Estonian President Toomas Hendrik Ilves visited RFE/RL in Prague on May 12 to participate in ribbon-cutting ceremonies for the organization's new broadcast headquarters. Correspondent Charles Recknagel took the occasion to ask Ilves how he assesses the progress of democracy and human rights in the former Soviet world.
RFE/RL: President Ilves, you have a unique position of living precisely on the border of the EU and Russia. And Estonia and the other Baltic states have the experience of having been a part of the Soviet Union. That makes you an observer per force, and par excellence, of Moscow. Where do you see the political trajectory going in Russia, and how would you characterize the style of government that has developed there?
Toomas Hendrik Ilves: We are not on the border of the EU and Russia; we are the EU. So that's what our perspective consists of, a firmly European view of things. Clearly, the direction that our neighbor has taken when it comes to respect for freedom of speech and human rights is a step back from what everyone hoped.

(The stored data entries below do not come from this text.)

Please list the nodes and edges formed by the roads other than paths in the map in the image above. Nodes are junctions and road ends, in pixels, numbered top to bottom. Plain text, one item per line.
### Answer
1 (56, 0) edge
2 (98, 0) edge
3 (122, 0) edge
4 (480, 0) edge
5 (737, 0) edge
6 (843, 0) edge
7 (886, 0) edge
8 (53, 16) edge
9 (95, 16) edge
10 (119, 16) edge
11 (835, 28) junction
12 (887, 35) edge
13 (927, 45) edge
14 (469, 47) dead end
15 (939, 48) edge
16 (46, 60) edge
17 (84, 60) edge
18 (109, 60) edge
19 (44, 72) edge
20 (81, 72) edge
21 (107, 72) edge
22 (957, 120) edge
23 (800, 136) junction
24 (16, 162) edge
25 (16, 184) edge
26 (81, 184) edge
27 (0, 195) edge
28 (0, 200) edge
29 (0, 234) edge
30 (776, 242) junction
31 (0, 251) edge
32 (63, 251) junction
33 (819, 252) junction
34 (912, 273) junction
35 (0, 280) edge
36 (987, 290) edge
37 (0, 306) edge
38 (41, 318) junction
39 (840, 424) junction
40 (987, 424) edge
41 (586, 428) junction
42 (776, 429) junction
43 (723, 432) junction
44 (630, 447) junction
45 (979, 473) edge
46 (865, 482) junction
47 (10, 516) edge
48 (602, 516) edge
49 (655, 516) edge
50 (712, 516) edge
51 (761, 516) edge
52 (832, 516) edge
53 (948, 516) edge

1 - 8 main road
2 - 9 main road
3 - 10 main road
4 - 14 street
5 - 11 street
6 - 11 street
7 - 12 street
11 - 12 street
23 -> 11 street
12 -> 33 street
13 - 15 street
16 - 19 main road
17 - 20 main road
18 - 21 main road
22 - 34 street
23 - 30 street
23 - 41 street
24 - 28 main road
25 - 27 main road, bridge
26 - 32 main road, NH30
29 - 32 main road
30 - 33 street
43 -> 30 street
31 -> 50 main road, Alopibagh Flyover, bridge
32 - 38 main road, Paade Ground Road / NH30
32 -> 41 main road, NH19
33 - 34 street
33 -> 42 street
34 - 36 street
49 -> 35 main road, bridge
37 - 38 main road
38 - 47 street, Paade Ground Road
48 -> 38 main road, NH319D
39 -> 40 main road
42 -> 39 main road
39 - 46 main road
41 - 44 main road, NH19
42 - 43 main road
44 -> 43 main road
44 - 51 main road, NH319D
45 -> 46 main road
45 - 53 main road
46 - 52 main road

The term that has been invented to describe this originally was "managed democracy," but that was kind of a public relations failure so now it is "sovereign democracy." In general, when you have adjectives put in front of the word democracy then you have to watch out. "People's democracies," we know what those were, [so] "sovereign democracy" as opposed to democracy is something that concerns us.
From our perspective, it is very difficult to tell where things are going. Clearly, the error that many of us made -- I include myself among them, but I think it was something that we all fell for -- was the identification of communism, strictly communism, with a lack of human rights and a [lack of] free markets and freedom of speech. We should have thought back to the 1930s; we should have looked at what was going on in Germany and in Italy, where you had capitalism but you did not have human rights and freedom of speech.
We, of course, couldn't foresee that things would go in that direction, that we would have unreined capitalism and a stifling of political opinion and alternative views.
I think that is the big question that we face today: How we deal with it? Too many people, I think, in the West have said, "Oh well, there is capitalism so what else is [needed] there, let's do business." And that kind of thinking we see perhaps too much of in the West. The fundamental values that united us in the Cold War don't seem to be as strong in the West as we thought, because you see calls to ignore lack of human rights, a stifling of freedom of speech, in order to make a dollar or to make a euro.
'Cause For Concern'
RFE/RL: Would you say, then, that the West has essentially abandoned the Russian human rights struggle simply because of the appearance of normalcy which has come with capitalism and an open market?
Ilves: Well, I think that we in the West would not say yes. But if you talk to the people in the human rights movement in Russia -- in Memorial or the journalists under severe pressure today in Russia itself -- they are the ones who actually say that the most and point the finger of blame for hypocrisy on the part of the West for not paying attention to what is going on.
Let's be honest, the Cold War forced us to have a certain amount of backbone, moral rigor, that it was, with very few exceptions, unacceptable to just try to make a buck when you were dealing with a totalitarian, communist regime. And, then of course it was not that easy to do it anyway because they were not capitalist.
But [today] I think that we have this spectrum of opinion on this that is very broad. There are also national interest issues here regarding energy which lead to some countries caring less about these issues, about human rights. There are personal interest issues on the part of some people that we have seen and, in fact, we end up with an odd situation in which the former communist countries which have the empirical and experiential knowledge of what it means to have lack of human rights, lack of freedom of speech, in some ways are -- how to put this politely -- well, in any case, I would say that many of us feel that talking about those very same issues is not popular and in fact almost looked down upon by some of our colleagues in the European Union because it is viewed as somehow antiquated or out of place to talk about human rights and freedom of speech -- and I think that is a cause for concern, actually.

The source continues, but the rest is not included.